The “Old” Songs

There’s a great song by Ron Kenoly with the line:

Some try to keep Him wrapped in a manger.
Some try to keep Him nailed up on a cross.
Some try to keep Him held down in the cold dark grave,
But He’s coming on a white horse!

Of course, the point is that Jesus isn’t simply some historical figure of the past, but he is very much alive today.

I think we tend to forget that important truth. In fact, if we’re completely honest, I think it makes us a little uncomfortable. We’re much more comfortable thinking of him as a historical figure than as an active, living person who wants to be involved in everything we think and do. If he exists only in the past we can study him, understand him, and box him up.

What an amazing man he was!

He changed the course of history.

The year is 2016. Two thousand and sixteen years from…what? See that? Every day we change the calendar we acknowledge the impact Jesus had on our world.

But here’s the thing: he’s not done.

He’s still alive. He still changes history.

Ok, I’m going to make a transition here. Go with me…

I love the old songs. Really, I do! When I sing the songs I grew up singing in church, I remember those days when my faith was still new. I grow nostalgic about the little church that played such a significant role in my spiritual life. The people who loved me, tolerated me, and influenced me. I am indescribably grateful for them all! It’s good to look back and see how God has worked in the past.

But the church isn’t about nostalgia.

The church is about the living Jesus.

old-songs

There’s not a thing wrong with loving the old songs. It’s why we have “oldies” radio stations. It’s why the Gaither “Homecoming” concerts are always so well attended. It’s why people still get together and sing “Sacred Harp” music. It’s why I still listen to “big band” music. It’s even why we have symphony orchestras and opera companies.

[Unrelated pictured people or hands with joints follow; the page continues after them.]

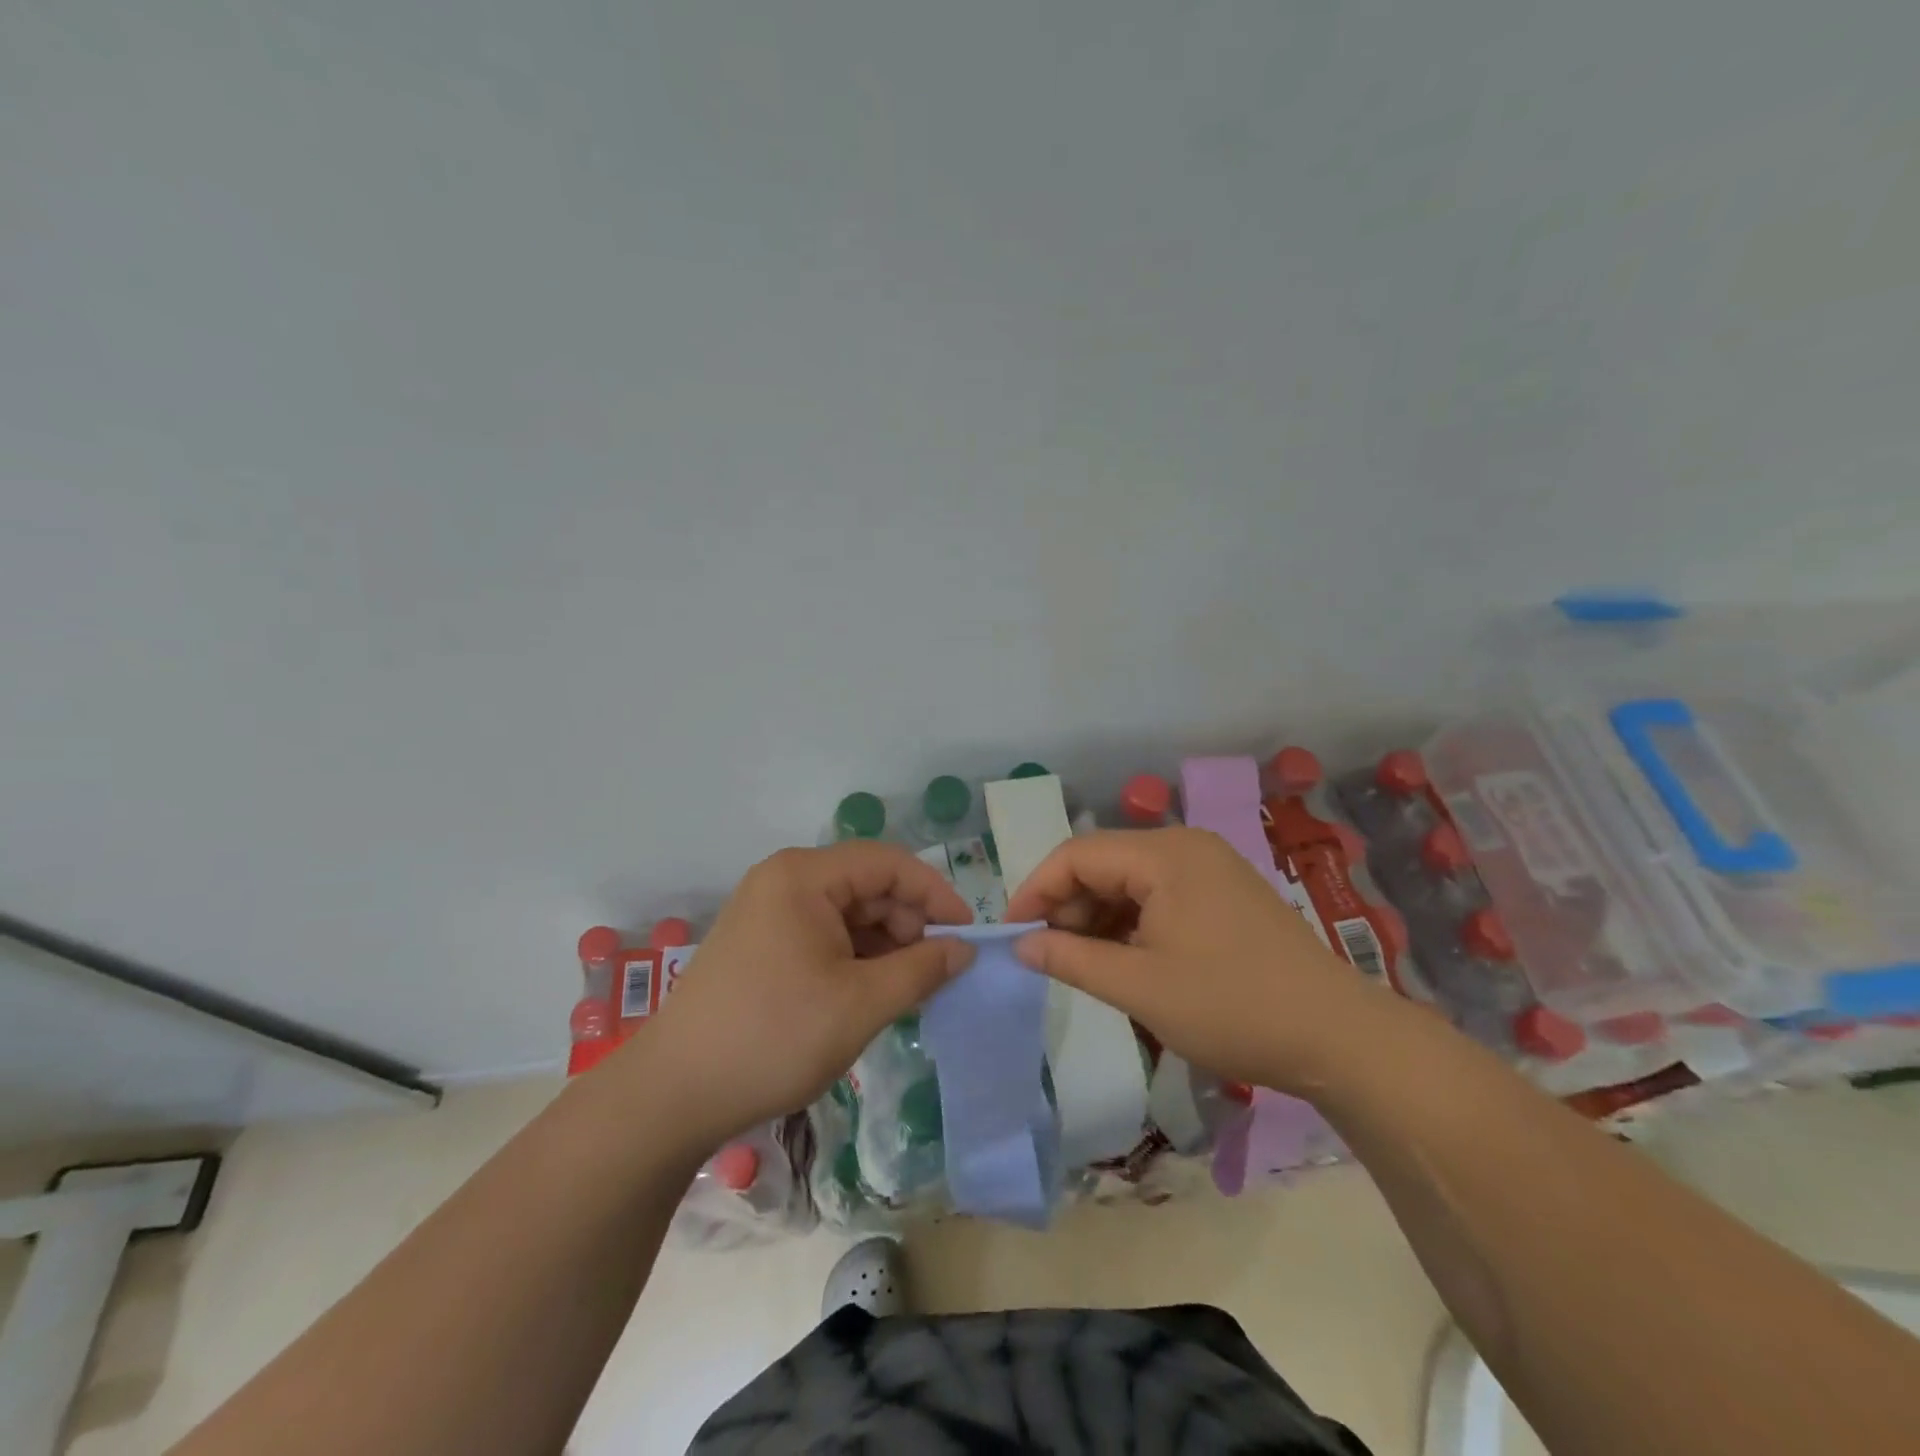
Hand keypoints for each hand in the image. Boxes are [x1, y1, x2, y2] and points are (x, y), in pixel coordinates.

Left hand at [637, 842, 974, 1147]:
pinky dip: (855, 959)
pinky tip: (870, 994)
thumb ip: (921, 969)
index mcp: (804, 876)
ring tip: (906, 991)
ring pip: (848, 913)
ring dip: (884, 946)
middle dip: (908, 925)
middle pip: (867, 886)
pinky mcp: (761, 942)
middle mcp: (785, 880)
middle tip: (936, 973)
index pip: (889, 863)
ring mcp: (768, 911)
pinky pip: (824, 935)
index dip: (935, 894)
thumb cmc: (774, 1037)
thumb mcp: (860, 1004)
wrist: (675, 1094)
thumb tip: (963, 949)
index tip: (966, 936)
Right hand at [1005, 828, 1385, 1095]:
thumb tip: (1022, 946)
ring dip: (1098, 916)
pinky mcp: (1224, 892)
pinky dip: (1131, 922)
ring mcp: (1209, 867)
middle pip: (1104, 862)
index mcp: (1165, 855)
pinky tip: (1123, 958)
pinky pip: (1159, 894)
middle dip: (1068, 905)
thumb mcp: (1141, 988)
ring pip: (1130, 880)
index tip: (1012, 934)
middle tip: (1048, 955)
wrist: (1339, 1037)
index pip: (1078, 854)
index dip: (1036, 890)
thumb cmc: (1232, 1008)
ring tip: (1083, 962)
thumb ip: (1073, 960)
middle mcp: (1186, 846)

There is great art, and culture from the past represented by all this music. It absolutely should be preserved and enjoyed.

But that’s not the church’s job.

We don’t keep “real” worship alive by singing the old songs. We don’t keep Jesus alive by preserving the preferences and culture of a previous generation. Jesus is alive without our help. Maybe even in spite of it. We cannot keep him contained, and it’s wrong for us to try.

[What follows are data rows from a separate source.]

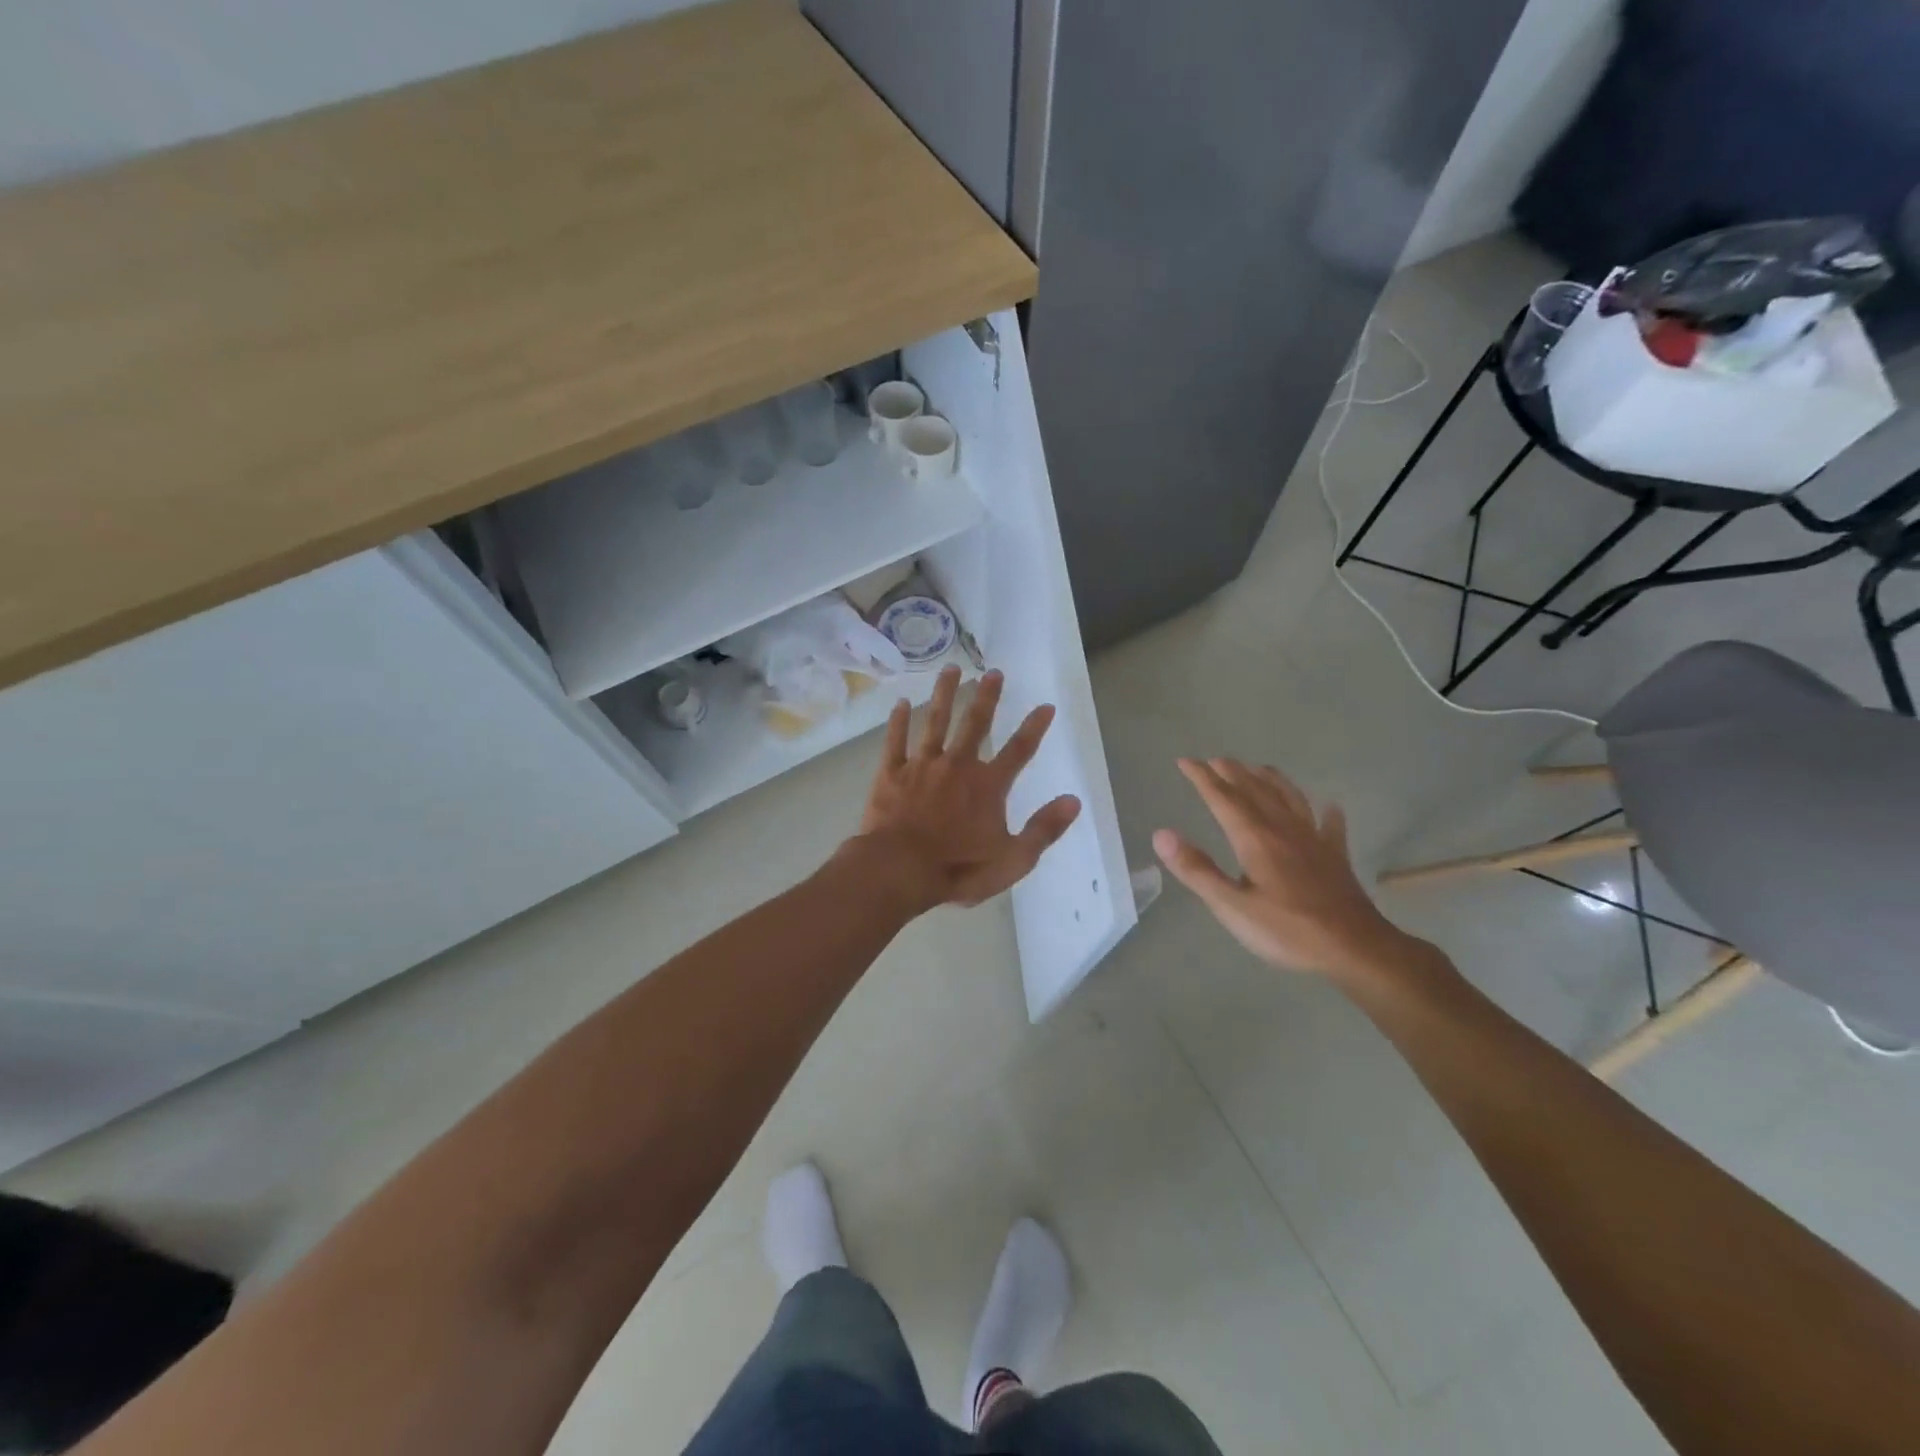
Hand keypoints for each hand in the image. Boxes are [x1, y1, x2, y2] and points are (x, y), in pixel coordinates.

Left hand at [856, 666, 1080, 911]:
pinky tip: (900, 703)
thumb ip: (1043, 829)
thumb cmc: (959, 868)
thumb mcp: (1013, 859)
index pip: (1019, 750)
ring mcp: (922, 766)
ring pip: (935, 722)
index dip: (1034, 727)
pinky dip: (898, 722)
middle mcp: (957, 765)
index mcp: (988, 786)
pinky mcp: (891, 773)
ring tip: (951, 669)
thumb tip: (1073, 801)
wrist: (899, 869)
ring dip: (944, 695)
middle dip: (987, 697)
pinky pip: (895, 741)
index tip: (1044, 705)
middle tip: (994, 672)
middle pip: (975, 724)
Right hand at [1154, 758, 1414, 978]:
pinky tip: (1328, 806)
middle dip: (1233, 773)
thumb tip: (1162, 834)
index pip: (1223, 798)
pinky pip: (1330, 826)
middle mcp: (1283, 829)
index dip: (1202, 778)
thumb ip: (1197, 870)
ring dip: (1271, 780)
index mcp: (1255, 839)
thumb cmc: (1286, 930)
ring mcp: (1313, 840)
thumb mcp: (1231, 906)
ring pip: (1290, 799)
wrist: (1354, 948)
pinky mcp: (1335, 857)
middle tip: (1215, 760)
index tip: (1184, 761)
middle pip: (1255, 791)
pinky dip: (1326, 812)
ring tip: (1259, 768)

I’ve heard so many folks complain that the church of today is trying too hard to be “relevant.” (You can see the scare quotes when they say it.) They cynically assume that making use of pop music and modern technology is just a marketing ploy, attempting to lure the younger generation.

But, what if God is simply working in the lives of young, 21st century believers (as he has in every previous century) who in turn make use of the forms they know, and the skills they possess, to bring glory to Him? What if he is transforming the hearts of talented people, who then write music that speaks to and for this generation? What if Jesus is using methods and media that were unthinkable a generation ago to build his Kingdom today?

Personally, I’m more skeptical of someone who claims to be a Christ-follower but does his/her best to keep Jesus locked up in musty ritual and tradition than those who acknowledge the fact that Jesus is alive and well, and very much involved in the lives of people today. People for whom “pop culture” is simply culture.

Fifty years ago there were older people of faith who cared about me and my generation and encouraged us. I remember their names. I can hear their voices in my mind. Their lives still echo through my own.

It’s logical to assume that, at the same time, there were others who thought the things we did and the music we liked had no place in the church. They probably complained about our folk music, our noise, and our immaturity. I don’t know that for sure because, honestly, I don’t really remember them. I couldn’t tell you who they were.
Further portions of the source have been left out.